(Items from a dataset)
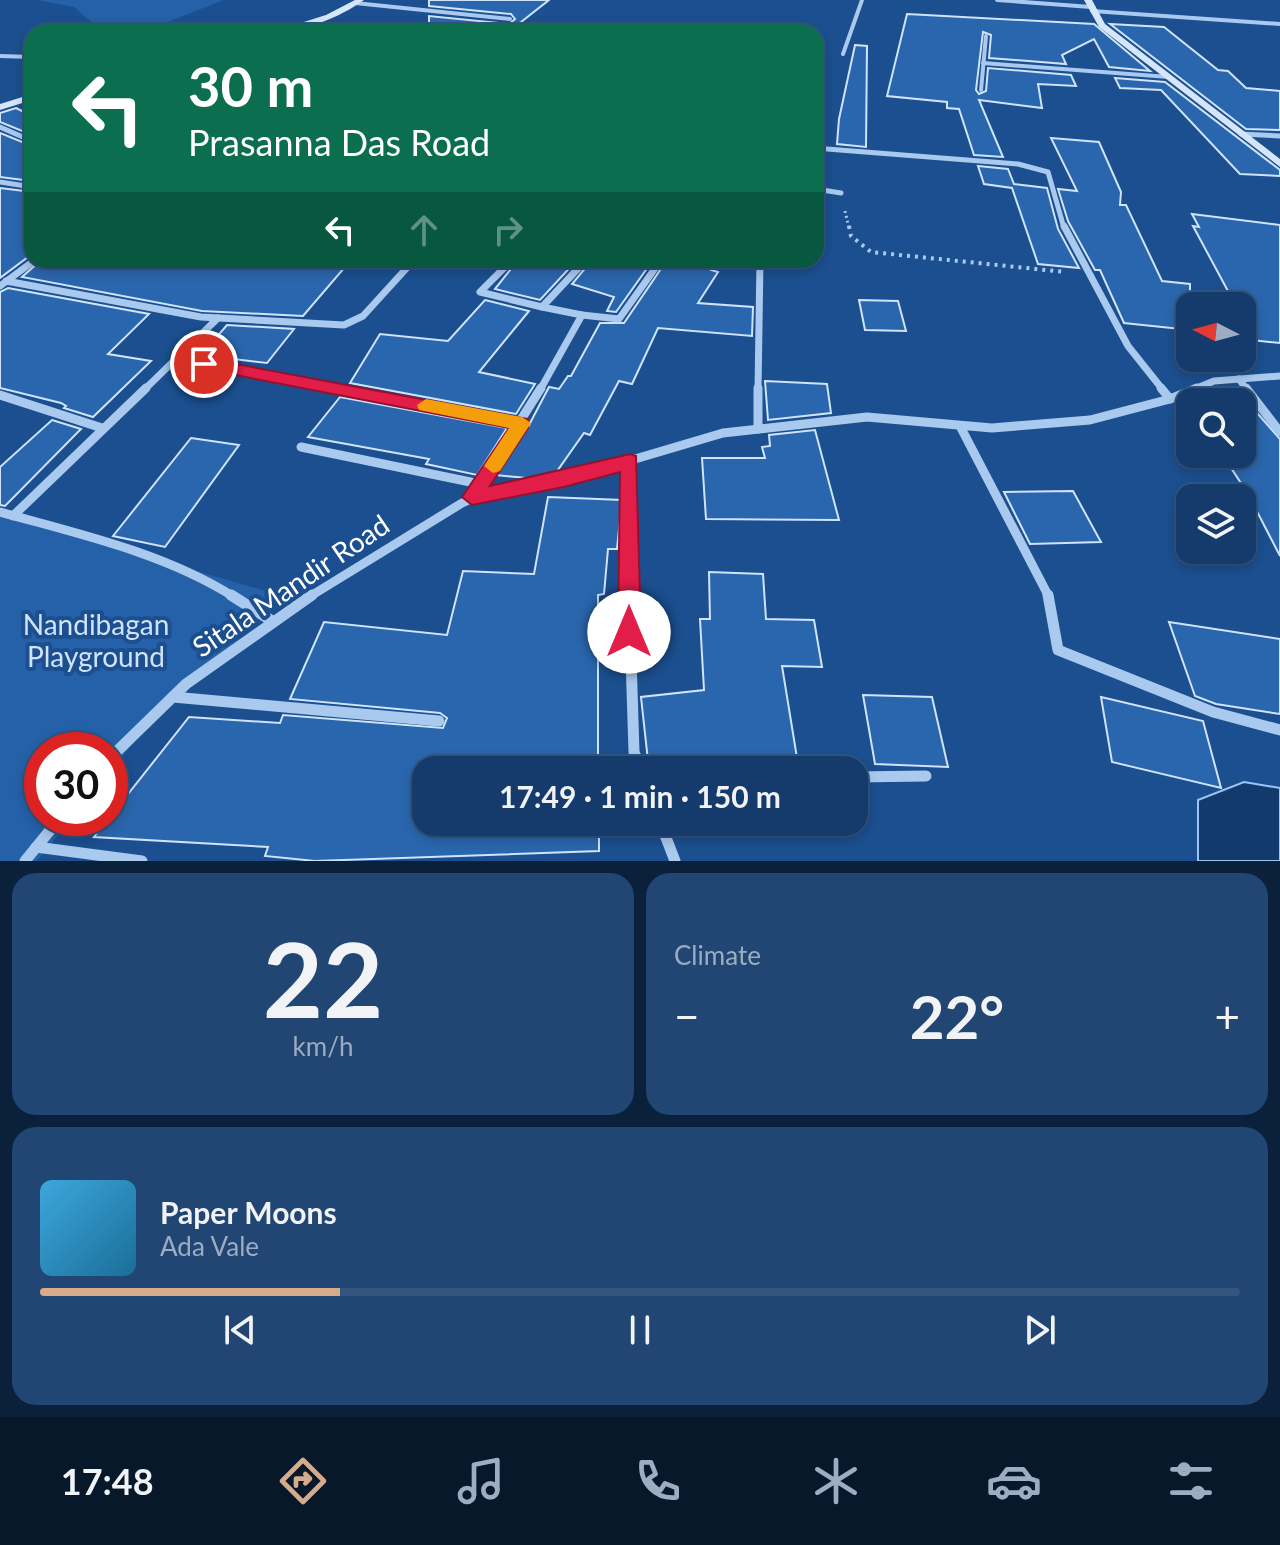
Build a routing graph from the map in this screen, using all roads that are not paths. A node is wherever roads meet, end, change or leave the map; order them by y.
1 (862, 0) edge
2 (997, 0) edge
3 (358, 2) edge
4 (1090, 6) edge
5 (510, 19) dead end
6 (304, 24) edge
7 (1280, 24) edge
8 (986, 36) dead end
9 (843, 54) dead end
10 (0, 56) edge
11 (24, 57) edge
12 (983, 63) junction
13 (1169, 77) junction
14 (981, 90) dead end
15 (24, 100) edge
16 (0, 107) edge
17 (0, 127) edge
18 (1241, 134) junction
19 (1280, 136) edge
20 (24, 138) edge
21 (827, 149) dead end
22 (1280, 164) edge
23 (0, 182) edge
24 (24, 186) edge
25 (824, 190) edge
26 (841, 193) road end
27 (24, 268) edge
28 (407, 268) edge
29 (504, 268) edge
30 (579, 268) edge
31 (655, 268) edge
32 (760, 268) edge
33 (3, 284) edge
34 (542, 307) junction
35 (582, 315) junction
36 (218, 318) junction
37 (176, 358) junction
38 (1280, 376) edge
39 (1239, 379) junction
40 (0, 395) edge
41 (1170, 399) junction
42 (522, 423) junction
43 (960, 426) junction
44 (102, 428) junction
45 (758, 429) junction
46 (1280, 432) edge
47 (301, 447) dead end
48 (630, 462) junction
49 (480, 484) junction
50 (472, 497) junction
51 (0, 512) edge
52 (13, 516) junction
53 (272, 621) junction
54 (172, 697) junction
55 (439, 721) dead end
56 (1280, 730) edge
57 (128, 740) edge
58 (636, 756) edge
59 (926, 776) dead end
60 (868, 777) edge
61 (45, 836) edge
62 (665, 836) edge
63 (36, 847) junction
64 (25, 861) edge
65 (142, 861) edge
66 (675, 861) edge

1 - 9 street
2 - 4 street
3 - 5 street
3 - 6 street
4 - 7 street
4 - 13 street
8 - 12 street
10 - 11 street
12 - 13 street
12 - 14 street
13 - 18 street
15 - 16 street
17 - 20 street
18 - 19 street
18 - 22 street
21 - 41 street
23 - 24 street
25 - 26 street
27 - 33 street
28 - 36 street
29 - 34 street
30 - 34 street
31 - 35 street
32 - 45 street
33 - 36 street
34 - 35 street
35 - 42 street
36 - 37 street
37 - 42 street
37 - 44 street
38 - 39 street
39 - 41 street
39 - 46 street
40 - 44 street
41 - 43 street
42 - 49 street
43 - 45 street
43 - 56 street
44 - 52 street
45 - 48 street
47 - 49 street
48 - 50 street
48 - 58 street
49 - 50 street
50 - 53 street, Sitala Mandir Road
51 - 52 street
52 - 53 street
53 - 54 street, Sitala Mandir Road
54 - 55 street
54 - 57 street, Sitala Mandir Road
59 - 60 street
61 - 63 street
62 - 66 street
63 - 64 street
63 - 65 street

(EXERCISE REQUIREMENTS): Give the count of lines in the entries above that hold the word "Mandir", with no other words.

(SOLVED PROBLEM): 3